- _WHAT THE TASK REQUIRES_
All of the data below should be returned exactly.

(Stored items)
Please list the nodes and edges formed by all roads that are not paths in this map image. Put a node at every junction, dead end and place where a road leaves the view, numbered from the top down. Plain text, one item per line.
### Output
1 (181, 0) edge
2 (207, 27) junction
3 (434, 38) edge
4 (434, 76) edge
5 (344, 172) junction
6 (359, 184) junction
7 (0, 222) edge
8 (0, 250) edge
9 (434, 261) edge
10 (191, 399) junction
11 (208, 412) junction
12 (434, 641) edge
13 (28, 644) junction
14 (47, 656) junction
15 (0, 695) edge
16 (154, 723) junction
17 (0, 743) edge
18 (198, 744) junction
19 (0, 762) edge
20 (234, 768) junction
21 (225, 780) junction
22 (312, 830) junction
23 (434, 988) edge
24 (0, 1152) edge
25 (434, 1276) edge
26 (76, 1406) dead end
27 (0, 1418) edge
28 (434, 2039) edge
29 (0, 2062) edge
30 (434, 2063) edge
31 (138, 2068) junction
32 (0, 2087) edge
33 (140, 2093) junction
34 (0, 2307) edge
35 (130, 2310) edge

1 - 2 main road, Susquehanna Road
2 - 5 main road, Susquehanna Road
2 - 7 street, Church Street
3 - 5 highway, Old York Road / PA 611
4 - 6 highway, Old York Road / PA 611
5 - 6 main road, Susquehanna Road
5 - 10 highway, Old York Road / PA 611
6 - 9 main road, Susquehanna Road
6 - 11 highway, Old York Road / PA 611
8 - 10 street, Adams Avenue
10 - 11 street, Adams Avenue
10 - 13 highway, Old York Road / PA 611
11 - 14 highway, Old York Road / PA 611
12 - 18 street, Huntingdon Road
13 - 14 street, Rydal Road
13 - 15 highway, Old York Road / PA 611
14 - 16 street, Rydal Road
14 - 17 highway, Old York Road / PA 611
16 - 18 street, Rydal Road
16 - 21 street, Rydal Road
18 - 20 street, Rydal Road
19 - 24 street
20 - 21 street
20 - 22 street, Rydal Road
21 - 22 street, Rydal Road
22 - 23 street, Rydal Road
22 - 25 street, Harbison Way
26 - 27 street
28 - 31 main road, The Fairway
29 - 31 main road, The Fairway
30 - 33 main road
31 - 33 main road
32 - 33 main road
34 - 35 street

- _WRITTEN SOLUTION_
Please list the nodes and edges formed by all roads that are not paths in this map image. Put a node at every junction, dead end and place where a road leaves the view, numbered from the top down. Plain text, one item per line.
### Output
1 (181, 0) edge
2 (207, 27) junction
3 (434, 38) edge
4 (434, 76) edge
5 (344, 172) junction
6 (359, 184) junction
7 (0, 222) edge
8 (0, 250) edge
9 (434, 261) edge
10 (191, 399) junction
11 (208, 412) junction
12 (434, 641) edge
13 (28, 644) junction
14 (47, 656) junction
15 (0, 695) edge
16 (154, 723) junction
17 (0, 743) edge
18 (198, 744) junction
19 (0, 762) edge
20 (234, 768) junction
21 (225, 780) junction
22 (312, 830) junction
23 (434, 988) edge
24 (0, 1152) edge
25 (434, 1276) edge
26 (76, 1406) dead end
27 (0, 1418) edge
28 (434, 2039) edge
29 (0, 2062) edge
30 (434, 2063) edge
31 (138, 2068) junction
32 (0, 2087) edge
33 (140, 2093) junction
34 (0, 2307) edge
35 (130, 2310) edge

1 - 2 main road, Susquehanna Road
2 - 5 main road, Susquehanna Road
2 - 7 street, Church Street
3 - 5 highway, Old York Road / PA 611
4 - 6 highway, Old York Road / PA 611
5 - 6 main road, Susquehanna Road
5 - 10 highway, Old York Road / PA 611
6 - 9 main road, Susquehanna Road
6 - 11 highway, Old York Road / PA 611
8 - 10 street, Adams Avenue
10 - 11 street, Adams Avenue
10 - 13 highway, Old York Road / PA 611
11 - 14 highway, Old York Road / PA 611
12 - 18 street, Huntingdon Road
13 - 14 street, Rydal Road
13 - 15 highway, Old York Road / PA 611
14 - 16 street, Rydal Road
14 - 17 highway, Old York Road / PA 611
16 - 18 street, Rydal Road
16 - 21 street, Rydal Road
18 - 20 street, Rydal Road
19 - 24 street
20 - 21 street
20 - 22 street, Rydal Road
21 - 22 street, Rydal Road
22 - 23 street, Rydal Road
22 - 25 street, Harbison Way
26 - 27 street
28 - 31 main road, The Fairway
29 - 31 main road, The Fairway
30 - 33 main road
31 - 33 main road
32 - 33 main road
34 - 35 street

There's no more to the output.